# Phoenix Retriever Club Trial



## bennetts (Oct 12, 2005)

Any Results


----------



## Guest (Oct 27, 2007)

All I have in Qual is
1 Ray Bly Fishtrap Isabella 
2 Debbie Brooks with her Flatcoat Tazz
3 Diann Miller with Maxx
RJ. Mike Bassett with Finn owned by Martha Curtis 

Qual Judges were Charlene Koeth and George Ibarra 

open had 55 entered but we had 5 or 6 scratches, 28 are called back to the water blind.


----------



## Annette (Mar 21, 2004)

Thanks Cindy for posting results. Congratulations to Debbyand Taz. Also to Diane and Maxx. Good for Bear and Mike and Martha.


----------



## Suzanne Burr (Jul 13, 2004)

WooHoo for Martha, Mike and Finn--a nice looking chocolate!!
Suzanne B


----------



## Guest (Oct 28, 2007)

OPEN
Judges : Rob Libberton and Charlene Koeth 

1st Nebos Millennium Jade AL Wilson 

2nd Ritz's Creek Morgan Ruth Aud 

3rd Little Dipper Darby Karl Gunzer

4th AFC Iron Lines Sergeant Pepper

RJ FC Timber Town Trifecta Patti Kiernan

Jams Go Margo Mel Milton AFC Hannas Eye Of The Tiger John Pampy
Catalinas Trumark Karl Gunzer Fishtrap Heidi Ray Bly Stillwater Marsh Stalker Mike Bassett

Derby starts Sunday 8 AM and AM is still running


----------



## Annette (Mar 21, 2004)

Congratulations Ruth & Morgan.

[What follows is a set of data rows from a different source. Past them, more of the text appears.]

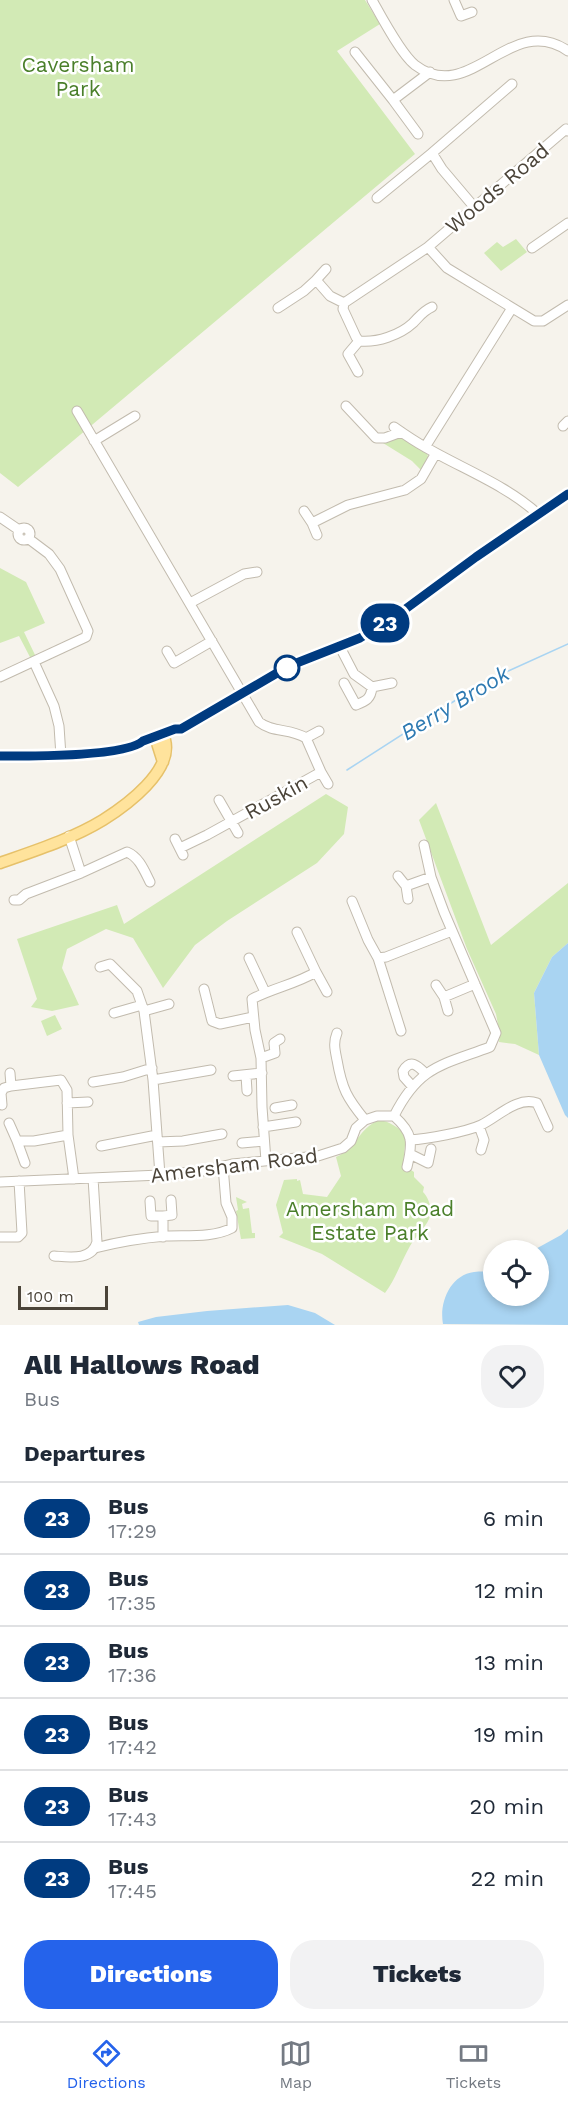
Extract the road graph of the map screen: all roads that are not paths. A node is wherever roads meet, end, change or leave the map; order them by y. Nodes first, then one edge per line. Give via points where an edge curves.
1 (372, 0) edge
2 (454, 0) edge
3 (472, 12) dead end
4 (568, 51) edge
5 (355, 52) dead end
6 (430, 72) junction
7 (512, 84) dead end
8 (393, 100) junction
9 (566, 128) edge
10 (418, 134) dead end
11 (432, 153) junction
12 (377, 198) dead end
13 (475, 207) junction
14 (568, 223) edge
15 (539, 246) dead end
16 (428, 247) junction
17 (326, 268) dead end
18 (316, 280) junction
19 (344, 303) junction
20 (568, 305) edge
21 (425, 307) dead end
22 (278, 308) dead end
23 (512, 308) junction
24 (359, 341) junction
25 (358, 372) dead end
26 (346, 406) dead end
27 (76, 411) dead end
28 (135, 416) dead end
29 (94, 441) junction
30 (425, 447) junction
31 (436, 453) junction
32 (568, 494) edge
33 (304, 511) dead end
34 (538, 514) junction
35 (0, 517) edge
36 (312, 523) junction
37 (317, 535) dead end
38 (257, 572) dead end
39 (190, 603) junction
40 (212, 641) junction
41 (340, 647) junction
42 (167, 651) dead end
43 (34, 662) junction
44 (0, 677) edge
45 (344, 683) dead end
46 (392, 683) dead end
47 (372, 687) junction
48 (242, 692) junction
49 (319, 731) dead end
50 (306, 738) junction
51 (160, 740) junction
52 (0, 756) edge
53 (61, 756) junction
54 (321, 772) junction
55 (328, 784) dead end
56 (219, 800) dead end
57 (231, 822) junction
58 (238, 833) dead end
59 (69, 836) junction
60 (424, 844) dead end
61 (179, 847) dead end
62 (0, 863) edge
63 (81, 873) junction
64 (398, 876) dead end
65 (431, 877) junction
66 (150, 882) dead end
67 (406, 886) junction
68 (408, 898) dead end
69 (14, 900) dead end
70 (352, 901) dead end
71 (452, 931) junction
72 (297, 932) dead end
73 (249, 958) dead end
74 (378, 958) junction
75 (107, 962) dead end
76 (316, 972) junction
77 (475, 984) junction
78 (436, 985) dead end
79 (204, 989) dead end
80 (265, 992) junction
81 (327, 992) dead end
82 (444, 997) junction
83 (169, 1004) dead end
84 (143, 1008) junction
85 (448, 1011) dead end
86 (114, 1013) dead end
87 (254, 1017) junction
88 (401, 1031) dead end
89 (325, 1036) dead end
90 (280, 1039) dead end
91 (261, 1058) junction
92 (152, 1068) junction
93 (211, 1070) dead end
94 (10, 1073) dead end
95 (262, 1074) junction
96 (426, 1074) junction
97 (246, 1075) junction
98 (233, 1076) dead end
99 (153, 1080) junction
100 (93, 1082) dead end
101 (11, 1086) junction
102 (412, 1086) junction
103 (247, 1091) dead end
104 (88, 1102) dead end
105 (66, 1103) junction
106 (2, 1105) dead end
107 (283, 1107) dead end
108 (394, 1116) junction
109 (365, 1120) junction
110 (285, 1122) junction
111 (296, 1122) dead end
112 (9, 1123) dead end
113 (479, 1126) junction
114 (263, 1127) junction
115 (548, 1127) dead end
116 (222, 1134) dead end
117 (68, 1135) junction
118 (158, 1139) junction
119 (410, 1140) junction
120 (17, 1141) junction
121 (264, 1141) junction
122 (243, 1143) dead end
123 (100, 1146) dead end
124 (494, 1146) dead end
125 (431, 1149) dead end
126 (410, 1154) junction
127 (267, 1161) junction
128 (25, 1163) dead end
129 (428, 1163) junction
130 (223, 1166) junction
131 (407, 1167) dead end
132 (424, 1174) dead end
133 (159, 1175) junction
134 (93, 1178) junction
135 (74, 1179) junction
136 (19, 1181) junction
137 (0, 1182) edge
138 (171, 1200) dead end
139 (150, 1201) dead end
140 (163, 1216) junction
141 (0, 1237) edge
142 (163, 1237) junction
143 (95, 1248) junction
144 (54, 1256) dead end

1 - 6 street via 414,65
2 - 3 street via 459,17
4 - 6 street via 548,42 521,42 466,72
5 - 8 street
6 - 8 street
7 - 11 street via 489,109
8 - 10 street
9 - 13 street, Woods Road
11 - 12 street
11 - 13 street
13 - 16 street, Woods Road
14 - 15 street
16 - 19 street, Woods Road
16 - 23 street, Woods Road via 447,268
17 - 18 street
18 - 19 street via 330,297
18 - 22 street
19 - 24 street via 343,309
20 - 23 street, Woods Road via 539,322
21 - 24 street via 412,324 387,338
23 - 30 street
24 - 25 street via 344,352
26 - 30 street via 376,438 385,438 398,429
27 - 29 street
28 - 29 street
29 - 39 street
30 - 31 street
31 - 34 street
31 - 36 street via 421,479 405,490 348,505
32 - 34 main road
33 - 36 street
34 - 41 main road via 396,616
35 - 43 street via 19,530 27,529 29,538 49,554 60,569 87,631 86,637
36 - 37 street
38 - 39 street via 242,570
39 - 40 street
40 - 42 street via 174,663
40 - 48 street
41 - 47 street via 354,674
41 - 48 main road via 289,666
43 - 44 street
43 - 53 street via 54,706
45 - 47 street via 356,705 367,700
46 - 47 street
48 - 50 street via 259,722 267,728 289,730
48 - 51 main road
49 - 50 street
50 - 54 street, Ruskin
51 - 53 main road via 145,747
51 - 59 main road via 163,762 155,776 134,798 103,820
52 - 53 main road
54 - 55 street, Ruskin
54 - 57 street, Ruskin
56 - 57 street, Ruskin
57 - 58 street, Ruskin
57 - 61 street
59 - 62 main road
59 - 63 street
60 - 65 street
63 - 66 street via 127,852 139,861
63 - 69 street
64 - 67 street
65 - 67 street
65 - 71 street
67 - 68 street
70 - 74 street
71 - 74 street
71 - 77 street
72 - 76 street
73 - 80 street
74 - 88 street
75 - 84 street via 137,991
76 - 80 street
76 - 81 street
77 - 82 street
77 - 96 street via 496,1033 495,1040 490,1047 432,1068
78 - 82 street
79 - 87 street via 212,1021 220,1024
80 - 87 street via 252,999
82 - 85 street
83 - 84 street
84 - 86 street
84 - 92 street
87 - 91 street
89 - 109 street via 335,1037 343,1088
90 - 91 street via 274,1043 280,1055
91 - 95 street
92 - 99 street
92 - 100 street
93 - 99 street
94 - 101 street
95 - 97 street
95 - 114 street
96 - 102 street
96 - 102 street via 416,1064 406,1066 404,1077
97 - 98 street
97 - 103 street
99 - 118 street
101 - 105 street via 61,1080 67,1090
101 - 106 street via 4,1088
102 - 108 street
104 - 105 street
105 - 117 street
107 - 110 street
108 - 109 street
108 - 119 street via 406,1127
109 - 127 street, Amersham Road via 343,1148 318,1156
110 - 111 street
110 - 114 street
112 - 120 street
113 - 115 street via 529,1100 537,1103
113 - 119 street
113 - 124 street via 482,1145
114 - 121 street
116 - 118 street via 190,1140
117 - 120 street
117 - 135 street
118 - 123 street
118 - 133 street
119 - 126 street
120 - 128 street
121 - 122 street
121 - 127 street
125 - 129 street
126 - 129 street
126 - 131 street
127 - 130 street, Amersham Road
129 - 132 street
130 - 133 street, Amersham Road via 203,1172
130 - 142 street via 232,1228 215,1234
133 - 134 street, Amersham Road
134 - 135 street, Amersham Road
134 - 143 street
135 - 136 street, Amersham Road
136 - 137 street, Amersham Road
136 - 141 street via 22,1233 18,1237
138 - 140 street via 172,1215
139 - 140 street via 151,1216
140 - 142 street
142 - 143 street
143 - 144 street via 75,1257

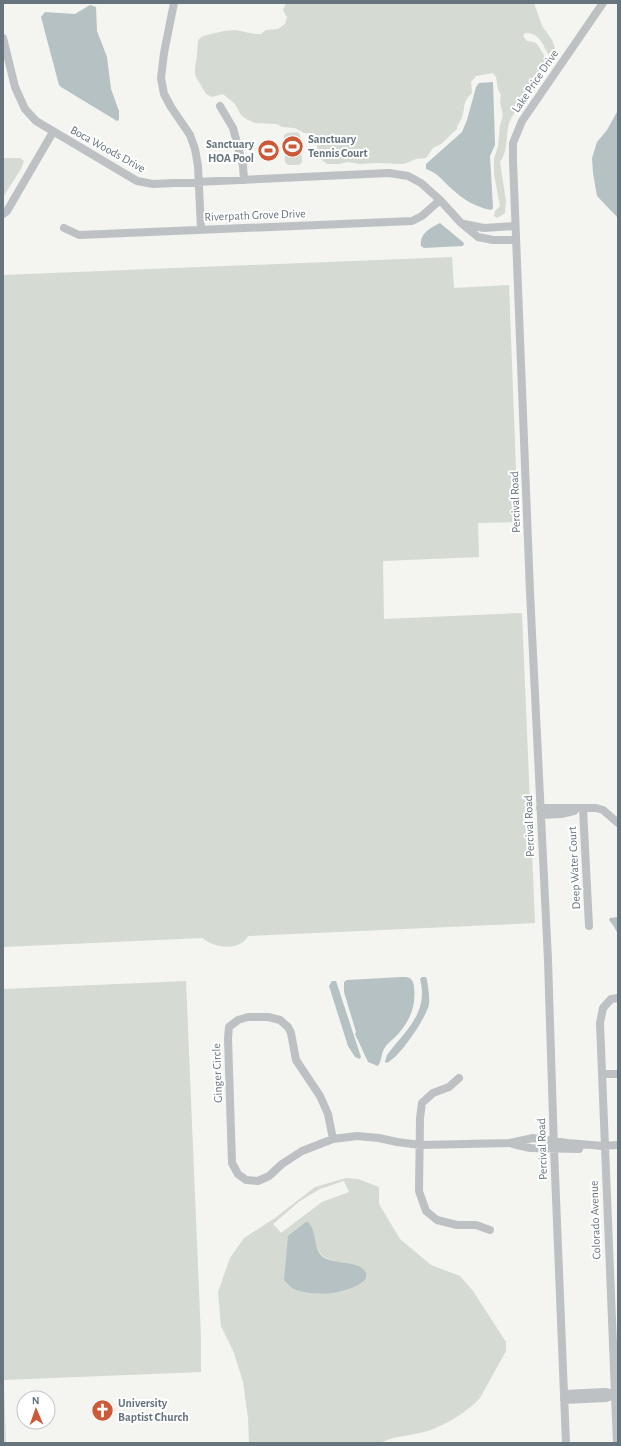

Also Al Wilson, Karl Gunzer and Mark for your Open palcements.


----------



## FOM (Jan 17, 2003)

Congrats to Al Wilson for winning the Open!

FOM


----------



## Annette (Mar 21, 2004)

For those who do not know Ruth Aud, she has been running Field trials for years and this is the first time she has ever placed in the Open. She finally has a really nice dog out of Ritz.


----------



## Kris Hunt (Feb 25, 2005)

CONGRATULATIONS RUTH and AL!!!! WAY TO GO

Kris
Blacktail Labradors


----------



## Troopers Mom (Nov 19, 2005)

Congratulations Ruth!!! How awesome is that. 

Arleen


----------



## JKL (Oct 19, 2007)

Congratulations Ruth!

Any more news, results from Am & Derby ?


----------



## Guest (Oct 29, 2007)

Derby 
Judges Rob Libberton And Mark Lowans

1st Glenelms Thandi Mervyn Jackson (Golden Retriever)
2nd Lil Chin Music Charlene Koeth
3rd Fargo So California Russ Stewart 
4th X-Steames Timelwss Tempting Tulip Patti Kiernan
RJ Ironlines Amphibious Assault Mark Perrizo
Jams Millforge Bronco 11 Karl Gunzer
Tigers Currane Trooper Karl Gunzer

AM was still running when we left hopefully someone can post results


----------



## FOM (Jan 17, 2003)

Congrats Russ and Cal!

FOM


----------



## Jason E. (Sep 9, 2004)

Congrats Russ,,, Does that mean Derby List ?


----------



## Guest (Oct 29, 2007)

Russ told me Cal is one point away he's running next weekend at Niland
Cindy


----------



## Annette (Mar 21, 2004)

Congratulations to all the Derby placements and Jams.


----------



## Janice Gunn (Jan 3, 2005)

Congratulations to Mervyn with his Derby win !!!!!
Boomer also sends his congrat's!


----------



## Suzanne Burr (Jul 13, 2004)

Wow! More pompom shaking for Thandi & Mervyn!!! Blue's a great color on goldens!
Suzanne B


----------



## Judy Chute (May 9, 2005)

Derby 1st ......... Glenelm's Thandi ** , Mervyn Jackson 

Congratulations!!  

Judy


----------



## Annette (Mar 21, 2004)

If anyone has the Amateur results please post them. This is not an EE event and so we will not know the results until FTN publishes them in a couple of months if they receive them.


----------



## bennetts (Oct 12, 2005)

Amature results

The Open was won by a yellow dog owned and handled by Al Wilson. Al also won the Amateur with his black dog. 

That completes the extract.